● **Work to complete**: Give back each entry exactly as written, apart from the pictures.

● **Listed entries**:
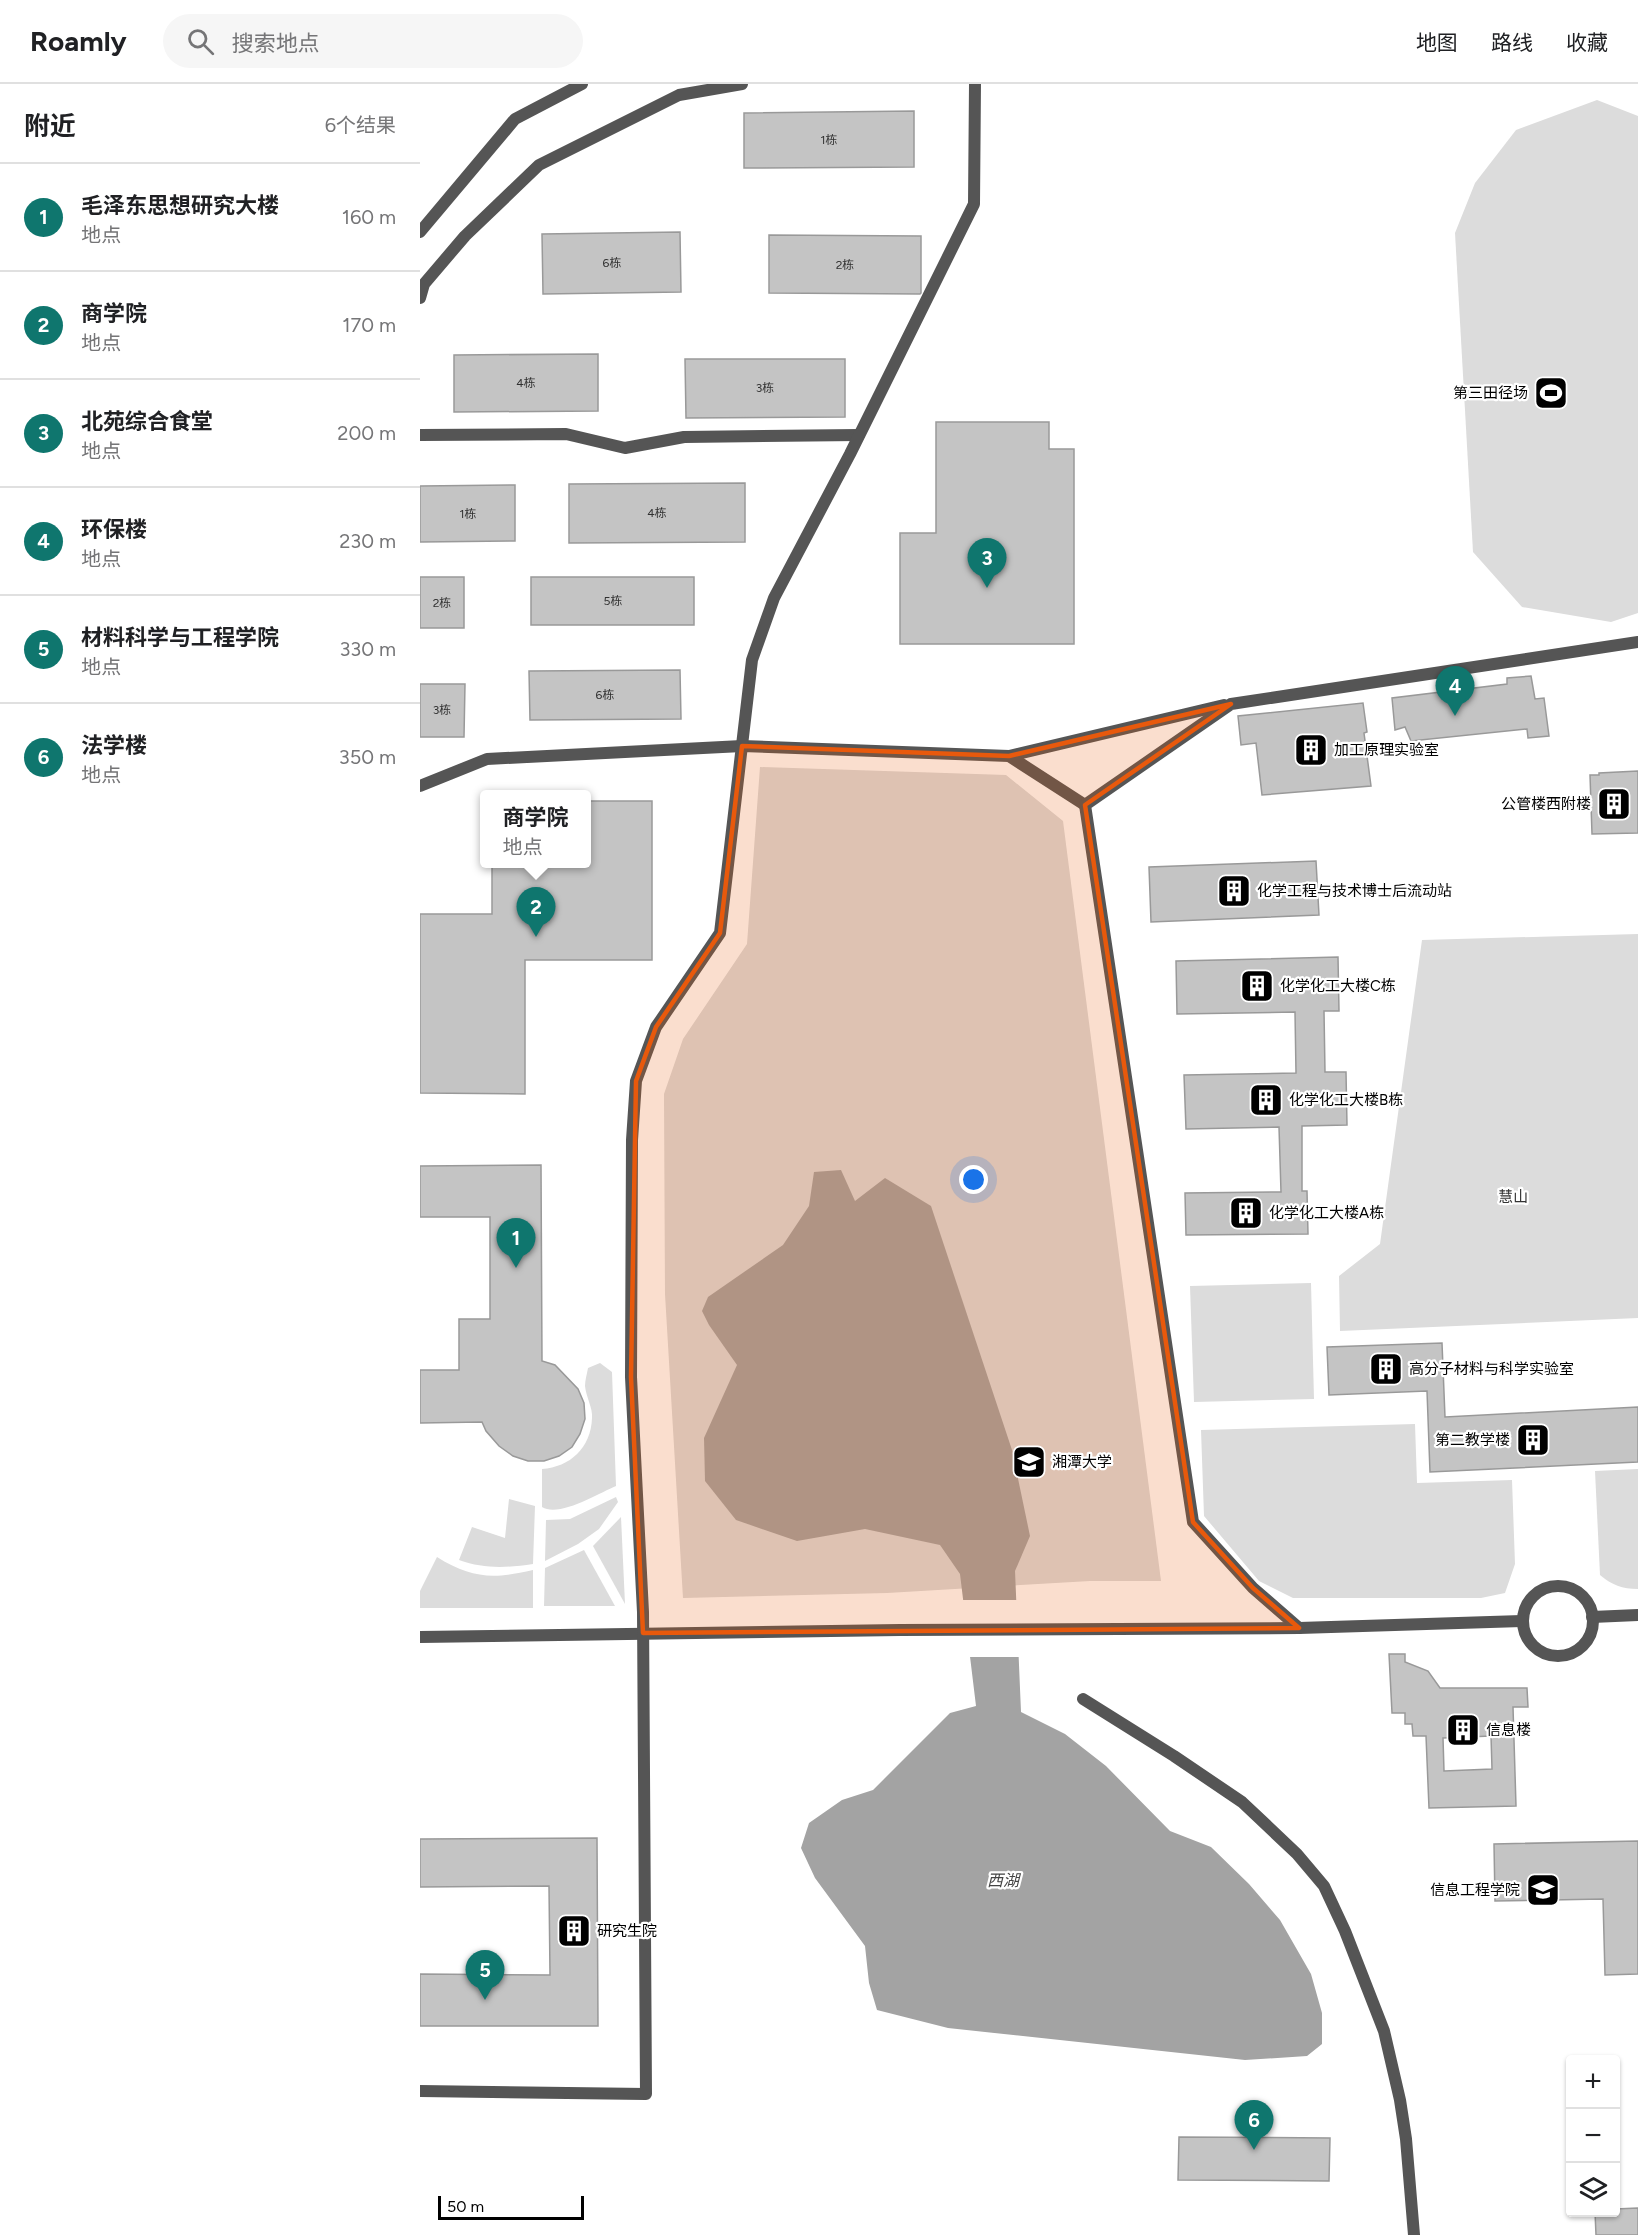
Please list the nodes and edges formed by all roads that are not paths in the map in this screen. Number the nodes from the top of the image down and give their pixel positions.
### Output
1 (582, 84) edge
2 (742, 84) edge
3 (975, 84) edge
4 (420, 232) edge
5 (420, 298) edge
6 (420, 435) edge
7 (859, 435) junction
8 (1638, 642) edge
9 (1231, 704) junction
10 (742, 746) junction
11 (1009, 756) junction
12 (420, 786) edge
13 (1085, 805) junction
14 (1638, 1615) edge
15 (1592, 1617) junction
16 (1522, 1621) junction
17 (1299, 1628) junction
18 (643, 1633) junction
19 (420, 1637) edge
20 (1083, 1699) dead end
21 (420, 2091) edge
22 (1414, 2235) edge

1 - 4 street
2 - 5 street
3 - 7 street
6 - 7 street
7 - 10 street
8 - 9 street
9 - 11 street
9 - 13 street
10 - 11 street
10 - 12 street
10 - 18 street
11 - 13 street
13 - 17 street
14 - 15 street
15 - 16 street
15 - 16 street
16 - 17 street
17 - 18 street
18 - 19 street
18 - 21 street
20 - 22 street

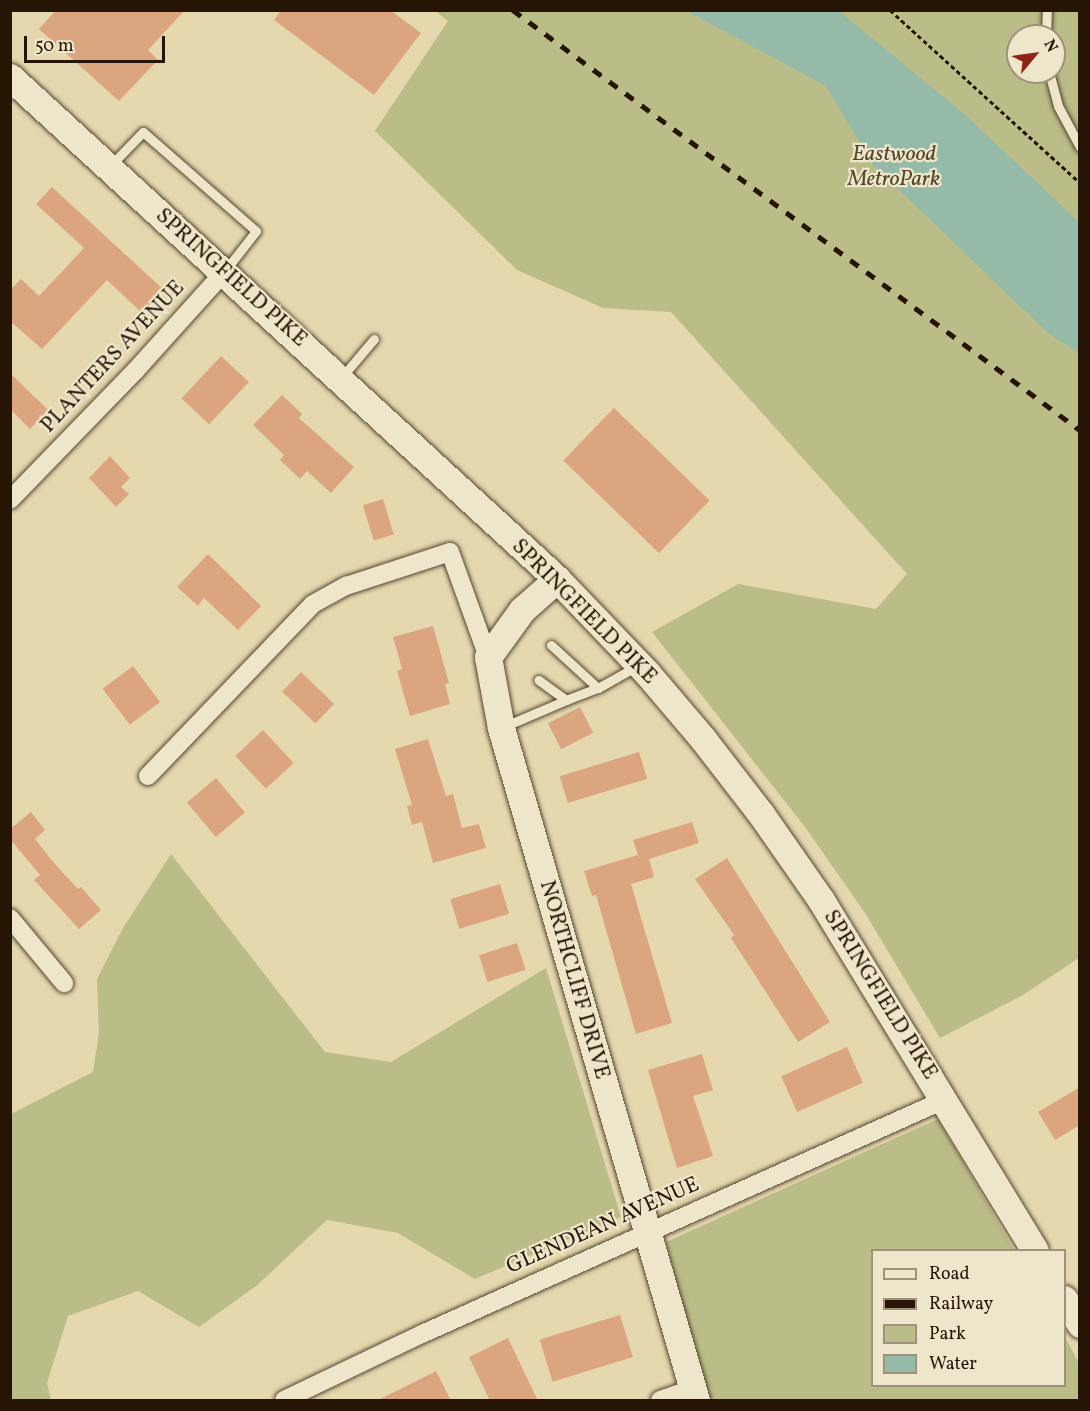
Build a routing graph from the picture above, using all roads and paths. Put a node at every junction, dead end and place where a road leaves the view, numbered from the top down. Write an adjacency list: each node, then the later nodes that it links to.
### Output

● **Answer to this exercise**:
Please list the nodes and edges formed by all roads that are not paths in the map in this screen. Number the nodes from the top of the image down and give their pixel positions.
### Output
1 (582, 84) edge
2 (742, 84) edge
3 (975, 84) edge
4 (420, 232) edge
5 (420, 298) edge
6 (420, 435) edge
7 (859, 435) junction
8 (1638, 642) edge
9 (1231, 704) junction
10 (742, 746) junction
11 (1009, 756) junction
12 (420, 786) edge
13 (1085, 805) junction
14 (1638, 1615) edge
15 (1592, 1617) junction
16 (1522, 1621) junction
17 (1299, 1628) junction
18 (643, 1633) junction
19 (420, 1637) edge
20 (1083, 1699) dead end
21 (420, 2091) edge
22 (1414, 2235) edge

1 - 4 street
2 - 5 street
3 - 7 street
6 - 7 street
7 - 10 street
8 - 9 street
9 - 11 street
9 - 13 street
10 - 11 street
10 - 12 street
10 - 18 street
11 - 13 street
13 - 17 street
14 - 15 street
15 - 16 street
15 - 16 street
16 - 17 street
17 - 18 street
18 - 19 street
18 - 21 street
20 - 22 street

Build a routing graph from the picture above, using all roads and paths. Put a node at every junction, dead end and place where a road leaves the view, numbered from the top down. Write an adjacency list: each node, then the later nodes that it links to.
### Output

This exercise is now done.